"Try anything in life once except incest and folk dancing." These words are attributed to none other than one of my heroes - Oscar Wilde. I suspect that a survey of British folk would reveal the view that folk dancing equated to Morris Dancing. A further survey might reveal a certain element of sniggering and derision as if Morris dancing was a form of train-spotting on acid. Please let me assure any train spotting dancers that this is not my own view. (I was most relieved last week to stop the car near at a railway crossing and chance upon a French train spotter complete with notebook and camera). Returning to the dancing, the French have a completely different view. It is neither eccentric, comic nor quaint. It is the living manifestation of a shared tradition which is rooted in the soil of the soul. Readers will have noted my comments on the relative carelessness with which buildings and bones are treated. This is because France is not a museum. It is a land of living tradition and pride. Old stuff may fall down - this is the nature of time - but love of community and patrimoine is constantly renewed and handed on. France is a country of French people. Any one can enter but it's not a theme park. The dancers are not entertainers, they are professeurs of pride.

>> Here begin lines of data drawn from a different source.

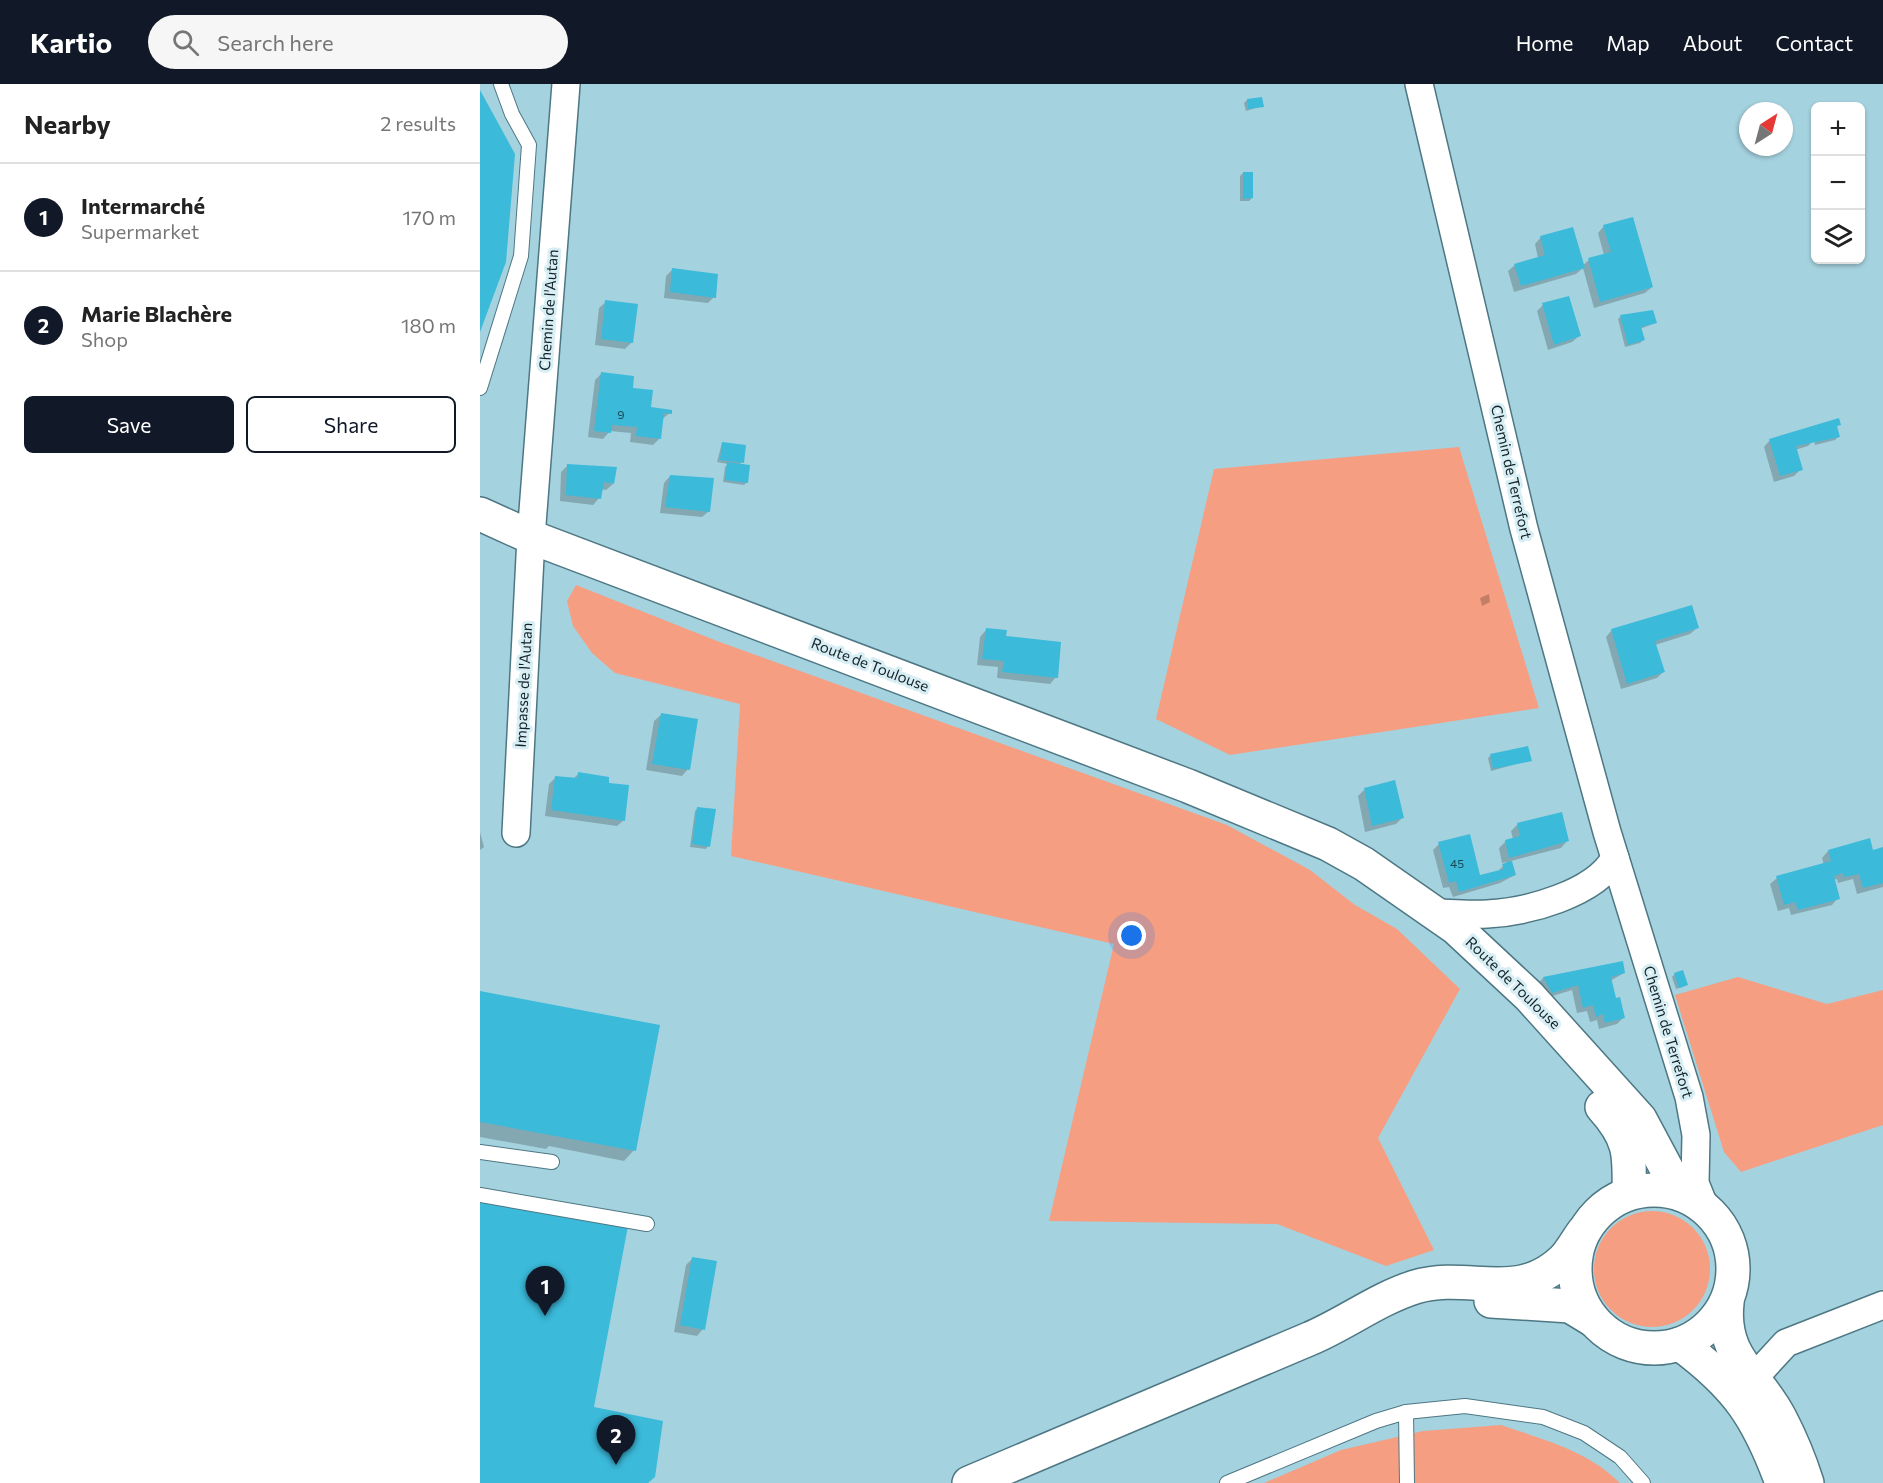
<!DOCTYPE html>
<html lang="en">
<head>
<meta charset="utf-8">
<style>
  :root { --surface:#fff; --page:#f6f6f6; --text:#222; --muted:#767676; --line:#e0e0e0; --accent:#111827 }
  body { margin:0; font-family:Commissioner,sans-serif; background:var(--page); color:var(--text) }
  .controls { position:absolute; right:18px; top:18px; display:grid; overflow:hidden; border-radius:9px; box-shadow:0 2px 4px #0004 }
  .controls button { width:54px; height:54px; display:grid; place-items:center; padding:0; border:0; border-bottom:2px solid var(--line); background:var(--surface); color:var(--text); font:30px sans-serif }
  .compass { position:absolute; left:1259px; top:18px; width:54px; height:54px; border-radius:50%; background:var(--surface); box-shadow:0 2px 4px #0004; rotate:36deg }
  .you { position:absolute; left:652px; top:852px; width:21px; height:21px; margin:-15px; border:4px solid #fff; border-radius:50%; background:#1a73e8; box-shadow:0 0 0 9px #1a73e833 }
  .badge { display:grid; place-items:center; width:39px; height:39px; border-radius:50%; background:var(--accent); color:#fff; font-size:20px; font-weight:700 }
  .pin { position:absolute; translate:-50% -50px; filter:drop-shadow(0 2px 3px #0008) }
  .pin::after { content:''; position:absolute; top:32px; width:21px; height:18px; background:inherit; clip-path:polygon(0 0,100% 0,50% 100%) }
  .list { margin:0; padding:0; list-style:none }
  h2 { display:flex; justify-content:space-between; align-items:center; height:78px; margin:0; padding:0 24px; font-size:26px }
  h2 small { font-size:20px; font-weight:400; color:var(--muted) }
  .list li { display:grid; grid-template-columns:39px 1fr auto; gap:18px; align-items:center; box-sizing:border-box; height:108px; padding:0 24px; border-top:2px solid var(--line) }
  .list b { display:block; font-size:22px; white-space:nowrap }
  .list p { margin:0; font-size:20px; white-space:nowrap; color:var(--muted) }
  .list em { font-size:20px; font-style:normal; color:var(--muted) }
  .actions { display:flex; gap:12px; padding:18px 24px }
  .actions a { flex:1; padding:14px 0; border:2px solid var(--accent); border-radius:9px; text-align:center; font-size:21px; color:var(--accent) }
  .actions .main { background:var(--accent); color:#fff }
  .icon { flex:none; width:33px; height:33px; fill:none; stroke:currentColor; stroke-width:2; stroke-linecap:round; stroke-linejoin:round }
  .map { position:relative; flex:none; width:1403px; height:1399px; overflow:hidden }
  header { display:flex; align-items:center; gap:36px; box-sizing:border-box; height:84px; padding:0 30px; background:var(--accent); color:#fff }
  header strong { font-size:28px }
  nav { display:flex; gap:33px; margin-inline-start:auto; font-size:21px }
  .search { width:420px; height:54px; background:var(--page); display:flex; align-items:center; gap:15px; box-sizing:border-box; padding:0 21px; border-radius:33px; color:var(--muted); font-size:22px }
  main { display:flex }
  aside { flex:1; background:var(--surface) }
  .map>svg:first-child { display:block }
  .green { fill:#f69e82 }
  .shadow { fill:#0003 }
  .building { fill:#3bbada }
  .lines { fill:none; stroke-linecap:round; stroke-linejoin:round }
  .service-casing { stroke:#4d7783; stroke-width:16 }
  .minor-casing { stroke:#4d7783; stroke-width:30 }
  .secondary-casing { stroke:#4d7783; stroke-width:36 }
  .service { stroke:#fff; stroke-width:14 }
  .minor { stroke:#fff; stroke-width:27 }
  .secondary { stroke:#fff; stroke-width:33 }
  .labels { text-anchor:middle; stroke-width:6; stroke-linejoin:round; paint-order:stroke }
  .number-label { font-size:12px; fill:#1d4a55 }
  .street-label { font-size:15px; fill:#132429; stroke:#d8eef5 }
</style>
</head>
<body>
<header>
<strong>Kartio</strong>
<div class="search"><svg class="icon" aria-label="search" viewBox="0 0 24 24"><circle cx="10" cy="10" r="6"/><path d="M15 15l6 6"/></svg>Search here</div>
<nav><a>Home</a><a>Map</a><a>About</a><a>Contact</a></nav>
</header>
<main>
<aside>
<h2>Nearby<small>2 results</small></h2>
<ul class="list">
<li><span class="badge">1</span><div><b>Intermarché</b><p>Supermarket</p></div><em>170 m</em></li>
<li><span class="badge">2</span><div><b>Marie Blachère</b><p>Shop</p></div><em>180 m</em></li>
</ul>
<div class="actions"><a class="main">Save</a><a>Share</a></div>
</aside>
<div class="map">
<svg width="1403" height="1399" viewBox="0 0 1403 1399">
  <rect width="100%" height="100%" fill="#a5d2df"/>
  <g class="green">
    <polygon points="979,363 1059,624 750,671 676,635 734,385"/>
    <polygon points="96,501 237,557 747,741 830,786 875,821 917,845 980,905 898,1054 954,1166 906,1182 797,1140 569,1137 634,860 251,772 260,620 135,589 112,569 93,542 87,517"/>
    <polygon points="1258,893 1347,920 1403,906 1403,1041 1261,1088 1244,1068 1195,911"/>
    <circle cx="1172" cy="1185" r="58"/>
    <path d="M1021 1341C1062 1355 1109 1367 1140 1399H784L861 1366 943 1347Z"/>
  </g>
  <g class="shadow">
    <polygon points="767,16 782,22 766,27 764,19"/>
    <polygon points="763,89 772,114 769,117 760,117 760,92"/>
    <polygon points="1124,142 1172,203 1165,209 1114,224 1103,184 1096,190 1034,208 1028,187 1035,181 1058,174 1055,160 1061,153 1102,182 1109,176 1124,171 1118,149"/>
    <polygon points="193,185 234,213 228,219 184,214 186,192"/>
    <polygon points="126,218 152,258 145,265 115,261 119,224"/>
    <polygon points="1063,221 1099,252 1092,258 1068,266 1057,227"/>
    <polygon points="1141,232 1175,239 1160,245 1163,256 1160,259 1145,263 1138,235"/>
    <polygon points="121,290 151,305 170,324 190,329 182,335 180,354 173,361 150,358 151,349 130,347 123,355 108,353 115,296"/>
    <polygon points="1359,340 1356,343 1358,353 1355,356 1335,361 1334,356 1328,362 1315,366 1321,385 1314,392 1294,398 1284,363 1290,356"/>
    <polygon points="242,359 262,378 259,381 267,398 264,401 243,398 245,383 248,380 237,378"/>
    <polygon points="88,381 133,400 126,406 121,405 119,414 113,421 80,417 81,388"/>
    <polygon points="190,392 229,427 222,433 180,429 184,399"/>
    <polygon points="1009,510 1010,518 1002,522 1000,514"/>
    <polygon points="1217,544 1210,550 1175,561 1183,588 1177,594 1141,605 1126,553 1132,546"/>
    <polygon points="506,546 524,553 576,593 570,600 517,594 518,583 497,581 500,553"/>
    <polygon points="181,631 208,685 202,692 166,686 174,637"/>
    <polygon points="1011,671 1050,676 1011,687 1008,674"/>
    <polygon points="99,689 127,701 144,736 137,742 65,732 69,700 76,693 93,695"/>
    <polygon points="884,706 923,733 916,740 885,748 878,712"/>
    <polygon points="218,724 228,762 226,765 210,763 215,727"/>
    <polygon points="1038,740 1087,757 1081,764 1031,777 1035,791 1020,799 973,813 969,803 963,804 953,766 959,760 999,792 1017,788 1027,778 1022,779 1019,764 1026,757 1033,755 1031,747"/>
    <polygon points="0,748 4,763 0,766"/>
    <polygon points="1403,765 1403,803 1377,810 1373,795 1358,799 1357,795 1354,796 1358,814 1352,821 1311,831 1309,824 1298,827 1290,800 1297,794 1344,781 1342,774 1348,767 1392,768"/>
    <polygon points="1142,878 1144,889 1130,897 1135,916 1144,933 1137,940 1119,945 1117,936 1110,938 1107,927 1097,929 1092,906 1066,914 1057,901 1063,894"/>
    <polygon points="1195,890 1206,900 1203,903 1196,905 1192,893"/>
    <polygon points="0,909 154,1066 144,1077 69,1062 66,1065 0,1053"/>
    <polygon points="213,1174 223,1245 217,1252 194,1248 206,1181"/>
  </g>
  <g class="building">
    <polygon points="0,6 35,70 26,178 0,248"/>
    <polygon points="782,13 784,23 768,25 767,15"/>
    <polygon points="763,88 773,88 773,114 763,115"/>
    <polygon points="1153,133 1173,203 1120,218 1108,174 1131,168 1123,141"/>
    <polygon points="1093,143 1105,184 1041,202 1034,180 1065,171 1060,152"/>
    <polygon points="192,184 238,190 236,214 190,208"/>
    <polygon points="1089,212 1101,252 1074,261 1062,219"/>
    <polygon points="125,216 158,220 153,259 121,255"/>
    <polygon points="1173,226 1177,239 1161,243 1165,256 1148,261 1140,231"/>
    <polygon points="121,288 154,292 153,304 173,306 171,323 192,326 192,330 184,329 181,355 156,352 157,343 132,341 131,349 114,347"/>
    <polygon points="1359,334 1361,341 1357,342 1360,353 1316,362 1323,386 1300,392 1289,355"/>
    <polygon points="242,358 266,361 264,379 240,376"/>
    <polygon points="247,378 270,381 268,399 245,396"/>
    <polygon points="87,380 137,383 134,400 124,398 121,415 86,411"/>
    <polygon points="190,391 234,394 230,428 185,423"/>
    <polygon points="1212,521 1219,544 1175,557 1185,588 1147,600 1131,545"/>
    <polygon points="506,544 527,546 526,552 581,558 578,594 522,588 524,577 502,575"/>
    <polygon points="181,629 218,635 210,686 172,680"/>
    <polygon points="1048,662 1052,677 1013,685 1010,670"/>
    <polygon points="98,688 129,693 129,699 149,701 145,737 71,726 75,692 98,694"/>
    <polygon points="915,696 924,734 892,742 884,704"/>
    <polygon points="217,723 236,725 230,763 212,760"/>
    <polygon points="1082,728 1089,757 1029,774 1025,756 1040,752 1037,739"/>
    <polygon points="990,750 1000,791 1024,785 1022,780 1032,777 1036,791 979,808 976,797 969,799 958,758"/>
    <polygon points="1390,754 1393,766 1403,763 1403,799 1383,804 1379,790 1364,793 1363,789 1354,792 1360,815 1318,826 1315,818 1304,821 1296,792 1351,777 1348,766"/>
    <polygon points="1143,877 1145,889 1131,893 1136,914 1140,913 1145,934 1125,939 1123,930 1116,933 1113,921 1103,924 1098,901 1072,909 1063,893"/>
    <polygon points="1203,886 1208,901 1199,904 1194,889"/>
    <polygon points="0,907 180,941 156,1067 0,1038"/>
    <polygon points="0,1115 148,1142 114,1323 183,1337 175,1393 168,1399 0,1399"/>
    <polygon points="212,1173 237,1177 225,1246 200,1241"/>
  </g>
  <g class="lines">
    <defs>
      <g id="service">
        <polyline points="0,304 41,172 49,61 32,30 21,0"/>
        <polyline points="0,1068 72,1078"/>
        <polyline points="0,1111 167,1140"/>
        <polyline points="926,1328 927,1399"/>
        <polyline points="747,1399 896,1337 926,1328 985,1322 1063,1333 1104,1349 1140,1373 1163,1399"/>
      </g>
      <g id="minor">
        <polyline points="939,0 1044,445 1127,748 1209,1013 1216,1051 1215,1099 1225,1124"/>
        <polyline points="36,749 51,453 86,0"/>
        <path d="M956 829C973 829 990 831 1007 830 1047 828 1115 810 1135 774"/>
        <polyline points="1259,1310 1306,1259 1403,1221"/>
      </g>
      <g id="secondary">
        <polyline points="0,430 51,453 708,702 848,760 884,780 976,844 1049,912 1160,1035 1200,1110"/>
        <path d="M1122 1023C1150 1054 1150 1069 1149 1109"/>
        <circle cx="1174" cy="1185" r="79"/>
        <polyline points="1011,1217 1090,1222 1113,1236"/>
        <path d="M1247 1219C1241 1274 1277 1290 1300 1334 1311 1355 1320 1377 1327 1399"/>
        <path d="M1200 1260C1257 1302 1278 1333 1302 1399"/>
        <path d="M489 1399C603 1351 716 1303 829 1255 865 1240 897 1215 935 1203 989 1187 1037 1220 1083 1176 1091 1168 1097 1156 1104 1147"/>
      </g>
    </defs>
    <use href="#service" class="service-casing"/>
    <use href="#minor" class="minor-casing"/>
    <use href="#secondary" class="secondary-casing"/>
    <use href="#service" class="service"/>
    <use href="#minor" class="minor"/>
    <use href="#secondary" class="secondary"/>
  </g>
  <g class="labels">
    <g class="number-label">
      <text x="141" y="335">9</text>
      <text x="977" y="784">45</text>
    </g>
    <g class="street-label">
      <text transform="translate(69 226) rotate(-86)" y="5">Chemin de l'Autan</text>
      <text transform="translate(1031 388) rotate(77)" y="5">Chemin de Terrefort</text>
      <text transform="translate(390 581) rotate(21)" y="5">Route de Toulouse</text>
      <text transform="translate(44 601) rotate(-87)" y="5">Impasse de l'Autan</text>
      <text transform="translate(1033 899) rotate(44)" y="5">Route de Toulouse</text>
      <text transform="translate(1188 948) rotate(73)" y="5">Chemin de Terrefort</text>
    </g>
  </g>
</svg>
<div class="controls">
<button>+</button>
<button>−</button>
<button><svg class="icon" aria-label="layers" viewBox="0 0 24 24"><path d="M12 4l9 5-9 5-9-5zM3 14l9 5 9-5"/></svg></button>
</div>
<svg class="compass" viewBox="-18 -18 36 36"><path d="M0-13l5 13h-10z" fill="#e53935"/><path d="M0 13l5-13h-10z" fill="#767676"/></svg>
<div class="you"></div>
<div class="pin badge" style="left:65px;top:1232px">1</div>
<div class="pin badge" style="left:136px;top:1381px">2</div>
</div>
</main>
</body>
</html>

When I first arrived I used to study some odd looking knives in the Intermarché. I thought it was a very blunt peeling knife. Soon enough Gilles explained to me that it was an oyster knife. OK, my experience of shell fish was the whelk and cockle stall at Southend and the best thing about these shell fish was that they didn't have shells. Next time at the shop I bought knives and 6 oysters. Once I had stopped the bleeding, the oysters were ok. You have been warned. Hold the mollusc in a towel or chain mail gauntlet. I'm told that a scarred palm is a rite of passage.
Emma thinx: If the fall didn't kill you be proud of your reflexes.